On 26 June 2020, Atkins Thomson lawyers sent a similar letter to Malta Today, Malta Independent and the Shift News. The letter stated “we have written to a number of publications and are taking legal action against others. We are currently considering your article. We will take all necessary action to protect and/or restore our client’s reputation if you publish any material that is defamatory of him.” The Shift has published the letter received and its response.

International press freedom organisations Reporters Without Borders and Article 19 have also declared their support of investigative journalism in the public interest and condemned the use of London law firms to silence the press in foreign jurisdictions.

“This case again evidences corrupt ties between Malta and Azerbaijan, which powerful interests have worked extensively to cover up,” Vincent told The Shift.

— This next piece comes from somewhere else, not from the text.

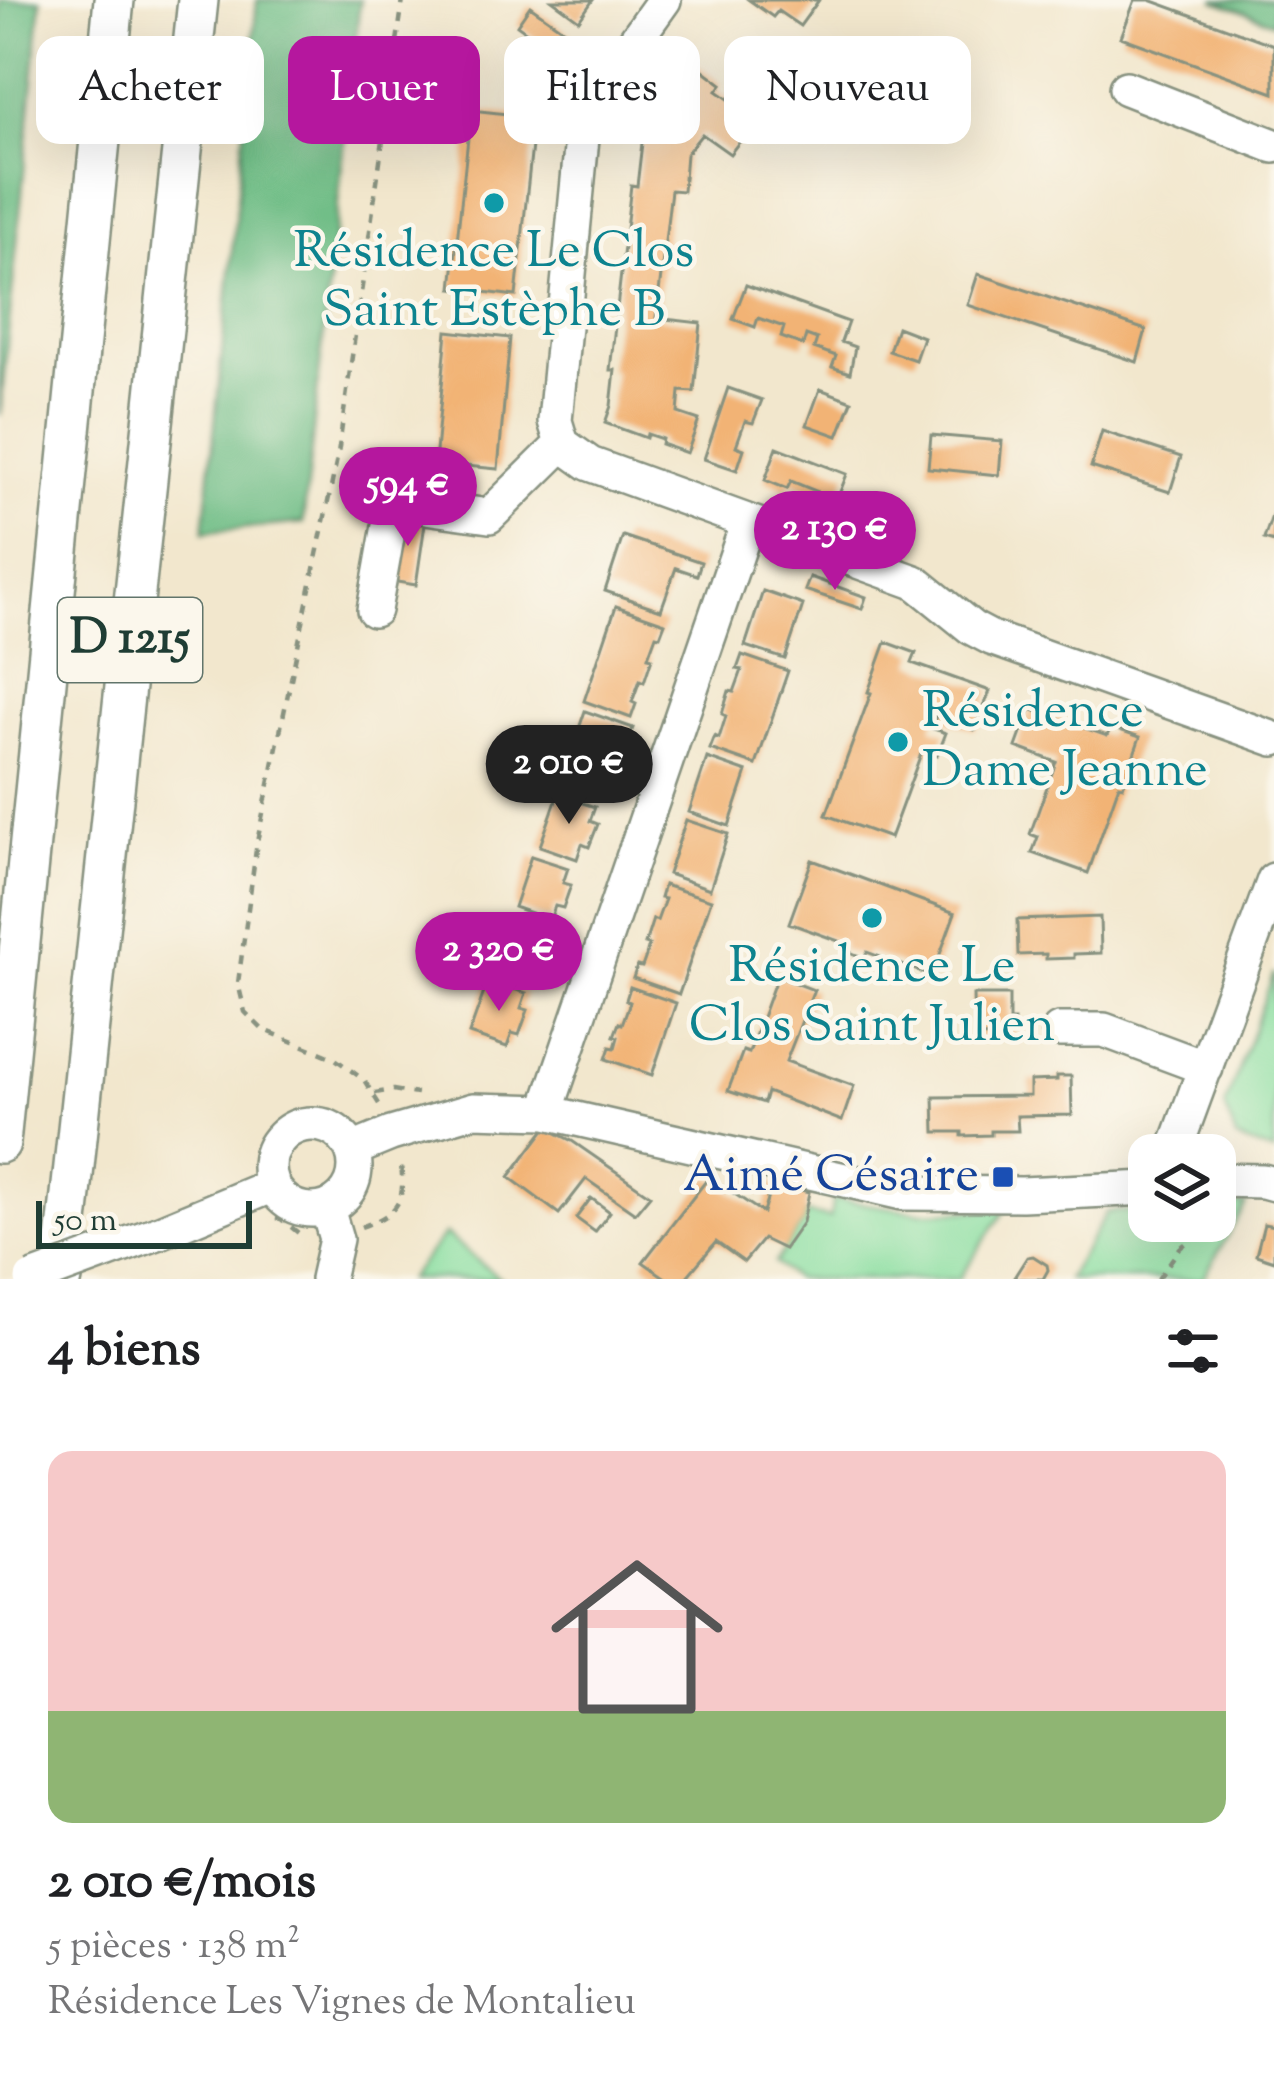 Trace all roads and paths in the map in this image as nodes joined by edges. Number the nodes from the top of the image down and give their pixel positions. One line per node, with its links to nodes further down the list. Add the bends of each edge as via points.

Article 19 also expressed its support: “These legally baseless lawsuits are designed to intimidate and silence critical journalists.”

The NGO called on the EU Commission to “urgently pass anti-SLAPP measures to prevent this abusive practice.” SLAPP lawsuits are financially-crippling lawsuits filed in countries other than those involved in the reporting, typically London or the US, to inflict maximum damage.

The Maltese government has refused to enact legislation to protect Maltese journalists from these threats. MEP David Casa, who is a member of the Media Working Group of the European Parliament, said the European Commission is currently working on legislation that would prohibit the very actions that Musayev has undertaken. Meanwhile, he demanded that Musayev withdraw the threat.

“Until such legislation is in place, you will find the European Parliament standing side by side with media houses that are threatened and harassed by those they investigate and their legal representatives,” Casa said in a letter sent to Atkins Thomson.

Musayev is Azerbaijani State-owned company SOCAR Trading’s Head of LNG trading and was named by Reuters as an owner of Cifidex, a company that was involved in the Montenegro wind farm deal with Enemalta.